> Data provided:
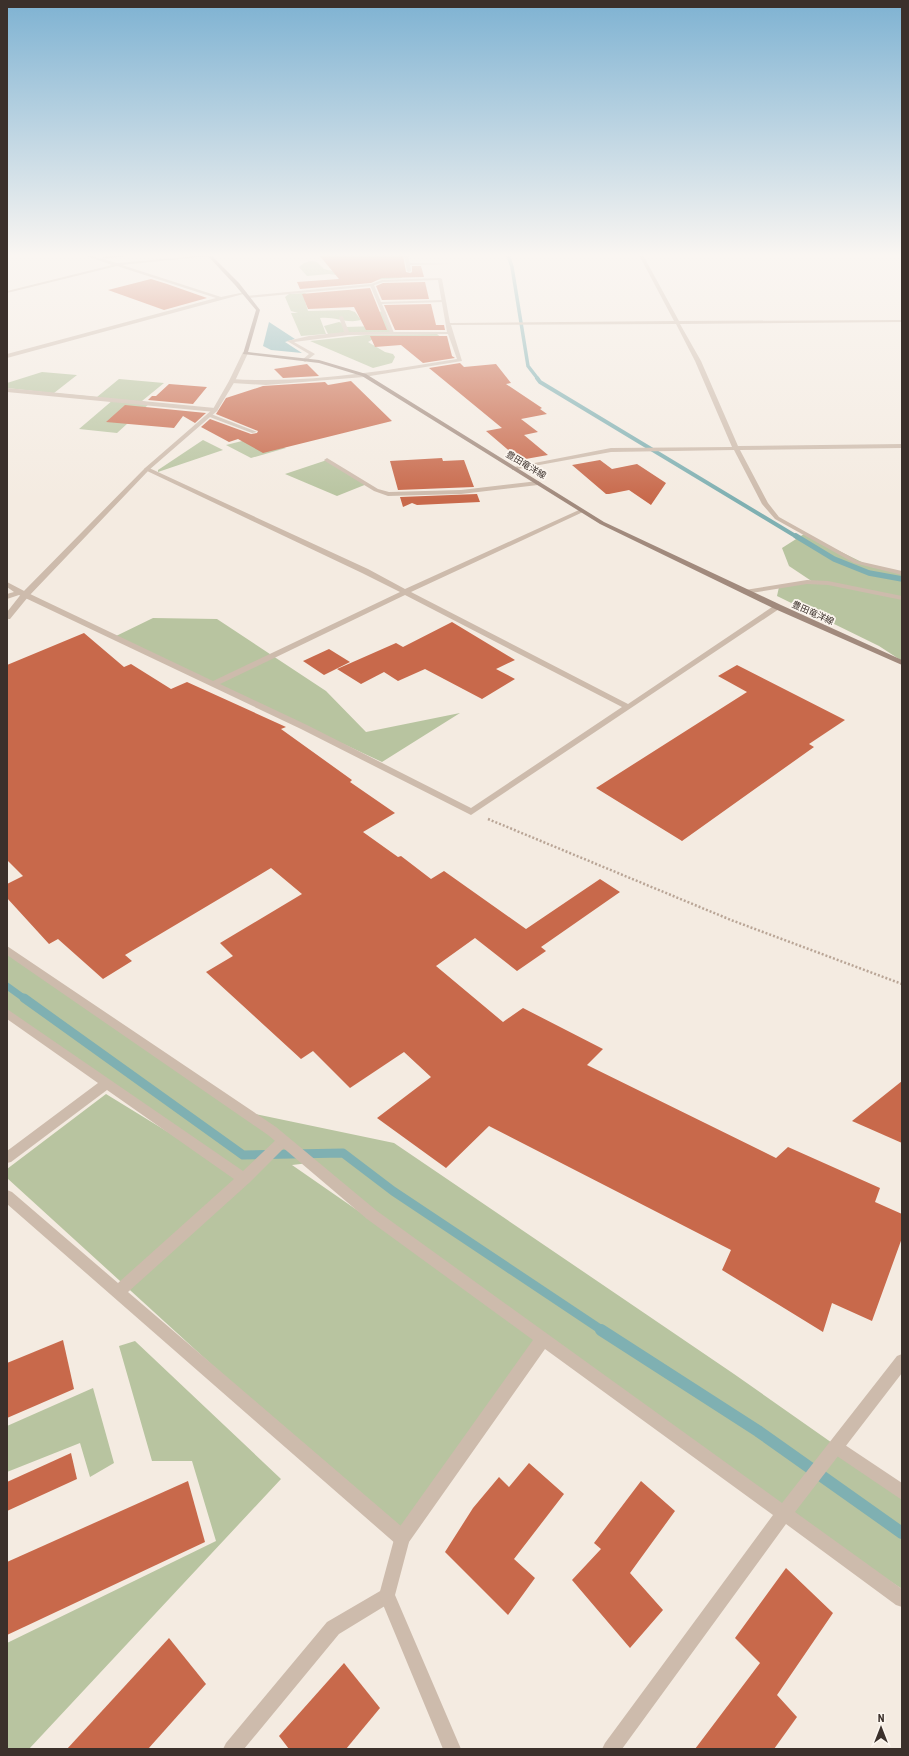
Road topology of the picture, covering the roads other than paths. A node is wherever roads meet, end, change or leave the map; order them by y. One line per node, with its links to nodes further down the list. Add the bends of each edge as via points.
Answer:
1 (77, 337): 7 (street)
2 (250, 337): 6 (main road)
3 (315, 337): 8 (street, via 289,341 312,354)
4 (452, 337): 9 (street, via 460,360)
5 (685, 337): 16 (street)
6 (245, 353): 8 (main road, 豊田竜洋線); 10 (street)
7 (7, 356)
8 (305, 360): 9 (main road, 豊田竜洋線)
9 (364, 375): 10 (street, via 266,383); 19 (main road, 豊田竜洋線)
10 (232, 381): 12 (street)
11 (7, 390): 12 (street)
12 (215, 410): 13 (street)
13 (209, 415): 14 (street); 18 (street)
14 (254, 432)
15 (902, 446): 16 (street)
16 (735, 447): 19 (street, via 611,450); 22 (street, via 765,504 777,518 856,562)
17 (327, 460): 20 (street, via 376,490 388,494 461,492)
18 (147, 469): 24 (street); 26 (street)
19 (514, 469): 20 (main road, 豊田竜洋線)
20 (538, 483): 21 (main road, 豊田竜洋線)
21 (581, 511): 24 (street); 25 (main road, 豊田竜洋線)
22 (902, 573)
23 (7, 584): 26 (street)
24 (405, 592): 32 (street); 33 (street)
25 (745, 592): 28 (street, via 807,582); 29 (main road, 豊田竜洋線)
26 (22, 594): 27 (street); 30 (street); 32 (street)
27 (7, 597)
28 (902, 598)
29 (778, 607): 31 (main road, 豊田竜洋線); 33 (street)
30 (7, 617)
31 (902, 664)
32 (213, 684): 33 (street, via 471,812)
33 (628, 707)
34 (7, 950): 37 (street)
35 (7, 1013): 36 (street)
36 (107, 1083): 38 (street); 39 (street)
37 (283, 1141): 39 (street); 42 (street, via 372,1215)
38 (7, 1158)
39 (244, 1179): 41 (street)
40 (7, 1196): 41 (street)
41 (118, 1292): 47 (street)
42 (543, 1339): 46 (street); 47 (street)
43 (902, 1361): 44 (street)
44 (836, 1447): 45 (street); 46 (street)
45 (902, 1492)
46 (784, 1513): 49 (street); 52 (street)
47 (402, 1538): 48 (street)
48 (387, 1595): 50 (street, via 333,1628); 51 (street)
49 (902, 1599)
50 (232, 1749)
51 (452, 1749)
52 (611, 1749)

--

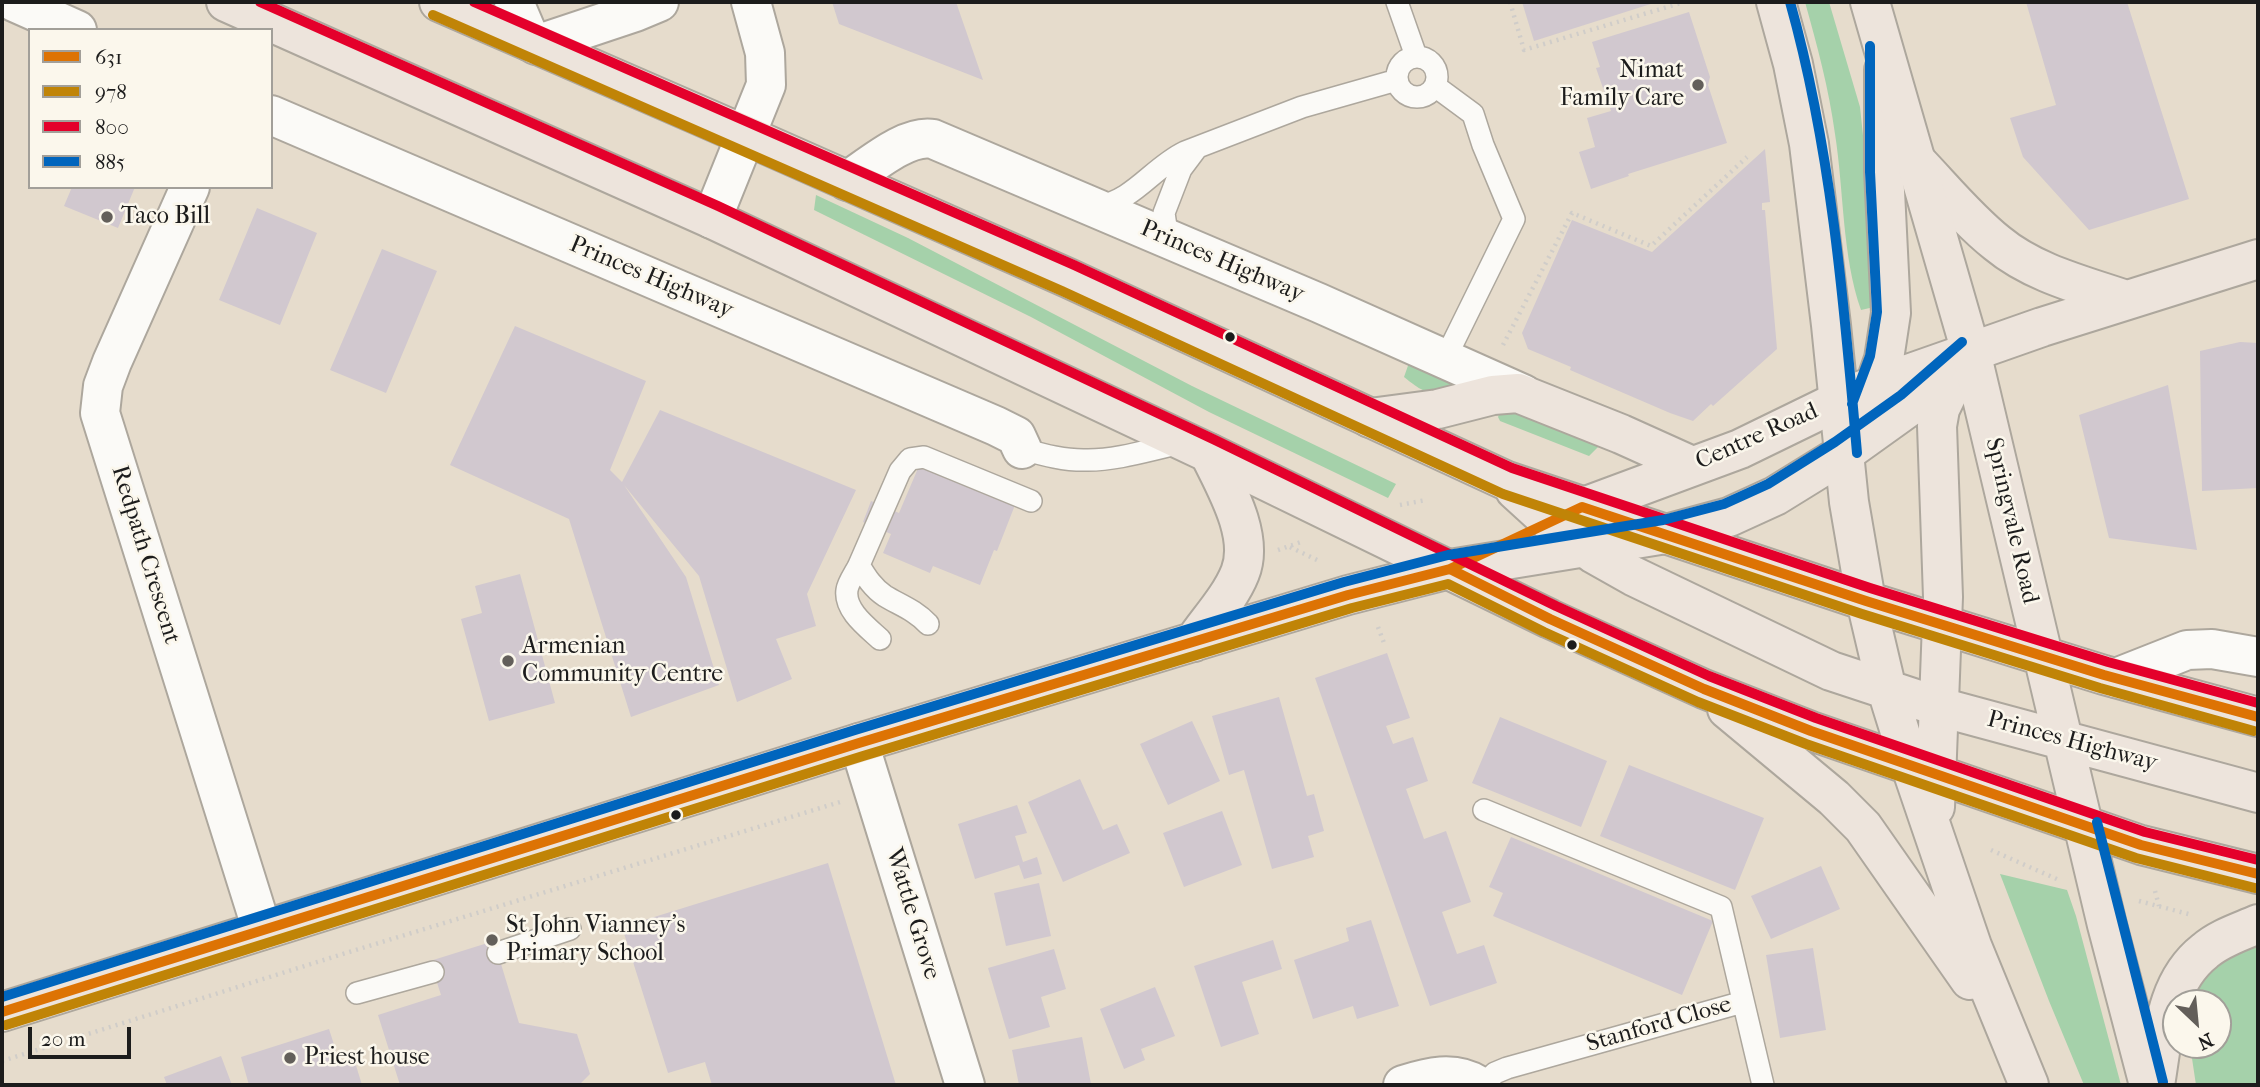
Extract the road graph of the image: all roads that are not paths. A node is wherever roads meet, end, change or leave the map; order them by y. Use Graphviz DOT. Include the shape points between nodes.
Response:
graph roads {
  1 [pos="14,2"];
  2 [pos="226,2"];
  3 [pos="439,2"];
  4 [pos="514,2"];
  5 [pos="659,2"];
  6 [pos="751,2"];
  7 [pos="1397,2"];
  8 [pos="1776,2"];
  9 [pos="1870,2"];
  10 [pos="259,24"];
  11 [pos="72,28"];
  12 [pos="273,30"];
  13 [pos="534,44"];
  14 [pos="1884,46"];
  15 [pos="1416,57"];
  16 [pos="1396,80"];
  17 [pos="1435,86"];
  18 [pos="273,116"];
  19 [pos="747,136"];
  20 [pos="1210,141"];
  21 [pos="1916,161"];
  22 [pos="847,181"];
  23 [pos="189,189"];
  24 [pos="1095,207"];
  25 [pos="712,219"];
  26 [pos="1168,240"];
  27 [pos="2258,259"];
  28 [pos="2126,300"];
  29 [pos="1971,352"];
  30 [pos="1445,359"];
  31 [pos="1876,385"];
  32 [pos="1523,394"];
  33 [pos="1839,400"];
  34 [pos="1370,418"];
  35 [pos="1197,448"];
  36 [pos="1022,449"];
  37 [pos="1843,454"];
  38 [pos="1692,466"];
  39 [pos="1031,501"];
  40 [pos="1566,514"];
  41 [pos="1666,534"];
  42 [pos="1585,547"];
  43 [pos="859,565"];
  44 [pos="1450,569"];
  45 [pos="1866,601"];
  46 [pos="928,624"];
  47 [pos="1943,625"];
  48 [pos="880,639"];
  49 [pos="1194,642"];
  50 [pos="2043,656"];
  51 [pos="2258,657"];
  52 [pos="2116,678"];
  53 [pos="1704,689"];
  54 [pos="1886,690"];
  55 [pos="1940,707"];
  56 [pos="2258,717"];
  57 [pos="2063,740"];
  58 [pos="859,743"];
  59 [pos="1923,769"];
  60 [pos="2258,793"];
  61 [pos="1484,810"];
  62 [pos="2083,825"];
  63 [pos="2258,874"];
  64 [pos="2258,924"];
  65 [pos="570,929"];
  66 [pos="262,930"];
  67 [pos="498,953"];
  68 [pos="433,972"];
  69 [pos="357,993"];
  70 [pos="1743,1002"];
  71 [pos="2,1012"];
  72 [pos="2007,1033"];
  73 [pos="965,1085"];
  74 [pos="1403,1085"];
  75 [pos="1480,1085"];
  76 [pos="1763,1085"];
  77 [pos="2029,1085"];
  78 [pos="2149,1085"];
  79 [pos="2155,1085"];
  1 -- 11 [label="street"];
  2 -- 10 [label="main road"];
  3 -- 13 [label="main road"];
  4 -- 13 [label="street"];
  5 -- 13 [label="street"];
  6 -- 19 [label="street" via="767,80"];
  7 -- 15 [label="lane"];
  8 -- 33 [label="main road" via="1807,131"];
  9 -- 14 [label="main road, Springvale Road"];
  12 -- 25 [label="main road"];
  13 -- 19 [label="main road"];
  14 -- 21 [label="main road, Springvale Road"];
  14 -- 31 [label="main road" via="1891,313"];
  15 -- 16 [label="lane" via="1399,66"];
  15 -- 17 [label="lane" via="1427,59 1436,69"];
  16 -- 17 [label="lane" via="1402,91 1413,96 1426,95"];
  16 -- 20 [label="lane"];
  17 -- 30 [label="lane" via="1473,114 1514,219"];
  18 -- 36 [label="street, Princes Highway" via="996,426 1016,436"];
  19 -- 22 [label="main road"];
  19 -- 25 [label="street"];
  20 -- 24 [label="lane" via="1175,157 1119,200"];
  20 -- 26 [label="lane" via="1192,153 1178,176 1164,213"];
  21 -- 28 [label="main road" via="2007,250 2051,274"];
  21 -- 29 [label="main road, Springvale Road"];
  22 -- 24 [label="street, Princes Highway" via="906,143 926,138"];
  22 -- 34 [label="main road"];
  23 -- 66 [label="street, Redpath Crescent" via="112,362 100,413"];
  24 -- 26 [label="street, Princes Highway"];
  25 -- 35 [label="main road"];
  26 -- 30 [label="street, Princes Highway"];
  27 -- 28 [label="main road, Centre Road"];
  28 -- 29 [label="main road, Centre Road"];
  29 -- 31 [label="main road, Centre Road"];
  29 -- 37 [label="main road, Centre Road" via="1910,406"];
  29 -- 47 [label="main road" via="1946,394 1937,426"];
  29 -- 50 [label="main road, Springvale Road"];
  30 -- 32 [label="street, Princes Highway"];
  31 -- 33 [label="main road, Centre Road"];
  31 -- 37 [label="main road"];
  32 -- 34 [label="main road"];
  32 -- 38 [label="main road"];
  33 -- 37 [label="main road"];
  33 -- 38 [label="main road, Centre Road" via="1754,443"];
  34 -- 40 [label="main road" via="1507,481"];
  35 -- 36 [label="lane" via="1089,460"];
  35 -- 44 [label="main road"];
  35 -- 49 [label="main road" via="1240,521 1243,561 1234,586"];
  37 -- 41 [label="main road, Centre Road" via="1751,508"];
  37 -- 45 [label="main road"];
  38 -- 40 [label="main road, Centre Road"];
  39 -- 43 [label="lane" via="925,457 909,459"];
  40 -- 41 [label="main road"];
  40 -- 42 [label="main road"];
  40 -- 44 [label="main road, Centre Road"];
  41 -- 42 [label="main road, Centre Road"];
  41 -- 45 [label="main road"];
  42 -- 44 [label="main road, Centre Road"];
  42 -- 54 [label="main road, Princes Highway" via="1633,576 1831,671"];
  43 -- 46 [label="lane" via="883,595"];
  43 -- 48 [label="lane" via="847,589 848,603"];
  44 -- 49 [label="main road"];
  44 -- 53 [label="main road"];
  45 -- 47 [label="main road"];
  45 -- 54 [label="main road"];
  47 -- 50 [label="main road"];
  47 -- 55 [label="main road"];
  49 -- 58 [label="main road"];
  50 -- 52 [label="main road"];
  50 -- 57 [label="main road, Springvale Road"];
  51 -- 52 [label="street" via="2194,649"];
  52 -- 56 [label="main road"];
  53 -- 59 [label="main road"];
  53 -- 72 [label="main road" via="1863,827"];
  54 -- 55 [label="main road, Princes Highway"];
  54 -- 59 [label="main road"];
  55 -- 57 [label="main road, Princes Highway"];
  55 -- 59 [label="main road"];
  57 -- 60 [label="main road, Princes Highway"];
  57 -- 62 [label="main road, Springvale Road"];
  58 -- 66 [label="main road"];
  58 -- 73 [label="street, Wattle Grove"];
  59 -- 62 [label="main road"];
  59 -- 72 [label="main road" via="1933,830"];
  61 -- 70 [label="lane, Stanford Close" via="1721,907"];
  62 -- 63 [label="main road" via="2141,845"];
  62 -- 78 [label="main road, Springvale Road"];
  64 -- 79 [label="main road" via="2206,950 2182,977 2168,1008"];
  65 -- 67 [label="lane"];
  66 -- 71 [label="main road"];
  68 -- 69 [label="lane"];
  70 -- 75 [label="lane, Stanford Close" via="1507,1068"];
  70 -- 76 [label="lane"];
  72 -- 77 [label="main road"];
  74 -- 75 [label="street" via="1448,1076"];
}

==

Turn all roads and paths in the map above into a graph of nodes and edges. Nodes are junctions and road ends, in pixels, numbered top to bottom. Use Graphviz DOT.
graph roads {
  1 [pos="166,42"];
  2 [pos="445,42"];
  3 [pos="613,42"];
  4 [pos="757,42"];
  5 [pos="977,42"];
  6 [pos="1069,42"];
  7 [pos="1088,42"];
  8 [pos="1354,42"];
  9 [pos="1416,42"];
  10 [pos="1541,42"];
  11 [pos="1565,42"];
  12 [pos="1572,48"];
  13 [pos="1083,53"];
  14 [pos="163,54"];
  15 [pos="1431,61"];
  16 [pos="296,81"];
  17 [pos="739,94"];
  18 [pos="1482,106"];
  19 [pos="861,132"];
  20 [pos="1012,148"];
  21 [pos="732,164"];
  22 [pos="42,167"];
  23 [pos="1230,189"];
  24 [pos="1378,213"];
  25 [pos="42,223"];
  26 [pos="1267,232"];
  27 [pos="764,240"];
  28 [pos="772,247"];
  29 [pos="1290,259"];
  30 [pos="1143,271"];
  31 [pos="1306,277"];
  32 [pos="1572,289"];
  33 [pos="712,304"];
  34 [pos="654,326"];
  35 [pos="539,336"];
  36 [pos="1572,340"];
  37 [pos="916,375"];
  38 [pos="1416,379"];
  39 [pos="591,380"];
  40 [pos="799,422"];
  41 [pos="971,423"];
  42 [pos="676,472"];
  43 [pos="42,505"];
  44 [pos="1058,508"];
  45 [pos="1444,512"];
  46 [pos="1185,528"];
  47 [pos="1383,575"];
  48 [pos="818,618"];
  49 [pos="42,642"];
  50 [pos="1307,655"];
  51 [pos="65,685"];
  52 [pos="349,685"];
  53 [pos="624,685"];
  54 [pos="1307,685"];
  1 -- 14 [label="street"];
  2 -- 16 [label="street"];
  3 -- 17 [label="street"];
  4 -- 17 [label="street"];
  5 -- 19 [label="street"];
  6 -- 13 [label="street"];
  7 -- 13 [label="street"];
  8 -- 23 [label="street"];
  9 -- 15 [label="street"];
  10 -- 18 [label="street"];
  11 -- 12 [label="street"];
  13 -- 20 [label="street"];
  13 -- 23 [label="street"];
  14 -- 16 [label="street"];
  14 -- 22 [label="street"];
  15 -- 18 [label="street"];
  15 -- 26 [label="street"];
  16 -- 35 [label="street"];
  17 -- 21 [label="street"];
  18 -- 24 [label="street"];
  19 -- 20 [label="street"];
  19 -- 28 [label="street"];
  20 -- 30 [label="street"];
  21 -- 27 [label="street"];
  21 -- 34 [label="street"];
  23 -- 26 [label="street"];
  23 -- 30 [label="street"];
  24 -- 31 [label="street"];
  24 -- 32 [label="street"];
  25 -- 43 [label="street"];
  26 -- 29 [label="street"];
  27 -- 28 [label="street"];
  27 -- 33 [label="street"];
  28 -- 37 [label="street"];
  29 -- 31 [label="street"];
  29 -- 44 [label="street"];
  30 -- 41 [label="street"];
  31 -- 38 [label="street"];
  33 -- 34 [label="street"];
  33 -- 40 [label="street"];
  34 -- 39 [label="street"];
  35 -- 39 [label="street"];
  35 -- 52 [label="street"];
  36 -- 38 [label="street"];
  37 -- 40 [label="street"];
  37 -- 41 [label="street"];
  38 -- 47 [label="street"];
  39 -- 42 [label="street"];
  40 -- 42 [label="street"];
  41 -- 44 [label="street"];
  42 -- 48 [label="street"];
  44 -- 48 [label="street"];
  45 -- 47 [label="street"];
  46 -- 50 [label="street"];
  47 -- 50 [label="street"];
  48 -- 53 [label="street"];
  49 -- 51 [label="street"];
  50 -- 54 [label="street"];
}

> Activity: Show every line from the listing that contains "meet".

> Answer below:
Road topology of the picture, covering the roads other than paths. A node is wherever roads meet, end, change or leave the map; order them by y. One line per node, with its links to nodes further down the list. Add the bends of each edge as via points.
Extract the road graph of the image: all roads that are not paths. A node is wherever roads meet, end, change or leave the map; order them by y. Use Graphviz DOT. Include the shape points between nodes.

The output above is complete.